I mentioned purchasing Natalie Goldberg’s Old Friend from far Away a few weeks ago at his urging. One of her suggestions is to eschew computer-aided writing in favor of pen and notebook, a practice Saleski has long clung to. I don’t think I ever mocked this stodgy ritual as part of his technophobia but I wasn’t ready to follow his lead.
Goldberg doesn’t forbid using computers but did make a case that there might be benefits to the more physical nature of writing longhand. I spent the money to buy her book, so I decided I should at least try it her way.
I haven’t written everything I’ve published by hand since purchasing the book but I have done more by hand in the past weeks than I have in the past several years. This morning I wrote better than 90 percent of my Stones review this way and it was a revelation. This piece you’re reading now started as blue in scrawled in a notebook.
Has physical writing been the source of my reinvigoration? I’ve written three reviews in three days and liveblogged R.E.M.’s Accelerate. That’s frightening output for me.

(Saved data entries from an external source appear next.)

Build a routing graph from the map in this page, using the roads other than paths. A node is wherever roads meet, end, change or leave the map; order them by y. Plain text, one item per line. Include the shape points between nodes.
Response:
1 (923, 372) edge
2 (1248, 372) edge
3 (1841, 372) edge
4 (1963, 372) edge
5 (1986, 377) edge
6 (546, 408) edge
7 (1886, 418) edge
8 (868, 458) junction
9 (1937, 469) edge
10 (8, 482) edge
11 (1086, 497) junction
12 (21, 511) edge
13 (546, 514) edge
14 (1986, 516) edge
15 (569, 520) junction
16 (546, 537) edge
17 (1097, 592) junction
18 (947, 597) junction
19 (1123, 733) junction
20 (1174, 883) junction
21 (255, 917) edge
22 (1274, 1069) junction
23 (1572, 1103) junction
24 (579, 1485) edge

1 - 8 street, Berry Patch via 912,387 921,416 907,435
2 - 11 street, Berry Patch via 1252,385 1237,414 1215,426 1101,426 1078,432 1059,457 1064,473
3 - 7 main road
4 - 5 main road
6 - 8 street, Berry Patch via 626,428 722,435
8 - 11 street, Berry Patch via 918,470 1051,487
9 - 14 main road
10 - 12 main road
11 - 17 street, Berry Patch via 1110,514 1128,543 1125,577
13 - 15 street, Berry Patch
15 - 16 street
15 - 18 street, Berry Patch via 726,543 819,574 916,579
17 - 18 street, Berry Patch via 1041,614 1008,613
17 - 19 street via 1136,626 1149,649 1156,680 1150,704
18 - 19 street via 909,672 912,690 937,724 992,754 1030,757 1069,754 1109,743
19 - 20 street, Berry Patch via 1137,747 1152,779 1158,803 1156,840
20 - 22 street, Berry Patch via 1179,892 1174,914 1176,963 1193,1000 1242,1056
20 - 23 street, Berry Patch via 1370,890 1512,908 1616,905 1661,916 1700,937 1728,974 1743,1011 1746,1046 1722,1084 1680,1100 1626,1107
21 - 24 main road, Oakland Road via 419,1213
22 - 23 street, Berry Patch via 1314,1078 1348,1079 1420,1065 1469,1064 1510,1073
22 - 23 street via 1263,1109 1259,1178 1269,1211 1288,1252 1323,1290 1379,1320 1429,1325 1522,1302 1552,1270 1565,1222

While the book and suggestions have certainly helped, I also think the deluge of recent music releases has inspired this prolific production; Saleski and Goldberg aren’t getting all the credit here!
As I write this, I’m listening to the new Joe Satriani record, hoping inspiration will spark and words will follow. If they do, my notebook may well be the first to know it.
Filed under: Rolling Stones









i do admit to having technophobia but the writing-with-hand thing had more to do with the joys of dragging a pencil across the page than being a luddite.
glad you’ve discovered that i’m not completely insane.
by the way, best first sentence of a post ever.
I don’t know if the handwritten approach has given me any pleasure but I feel I’ve noticed something I can’t quite define in my writing these past few days and weeks by doing more of it.
Goldberg does suggest pen rather than pencil from an ease of use and speed of motion perspective, fyi, and yes, you are completely insane.
i understand what she’s getting at about the pen vs. the pencil, but a pen just doesn’t work for me. it there isn’t a certain level of friction (i’m even picky about the lead that i use) then my writing is even sloppier than normal….it almost feels like i can’t control the writing instrument, which is a distraction: totally against the point of the exercise, eh?
Yeah. One of things she talks about in the book is constant motion. She even discourages ball point pens because she thinks they force you to press too hard and slows you down. It’s all about continuing to move. You should stick with pencil if it’s what allows you to keep your hand moving quickest across the page.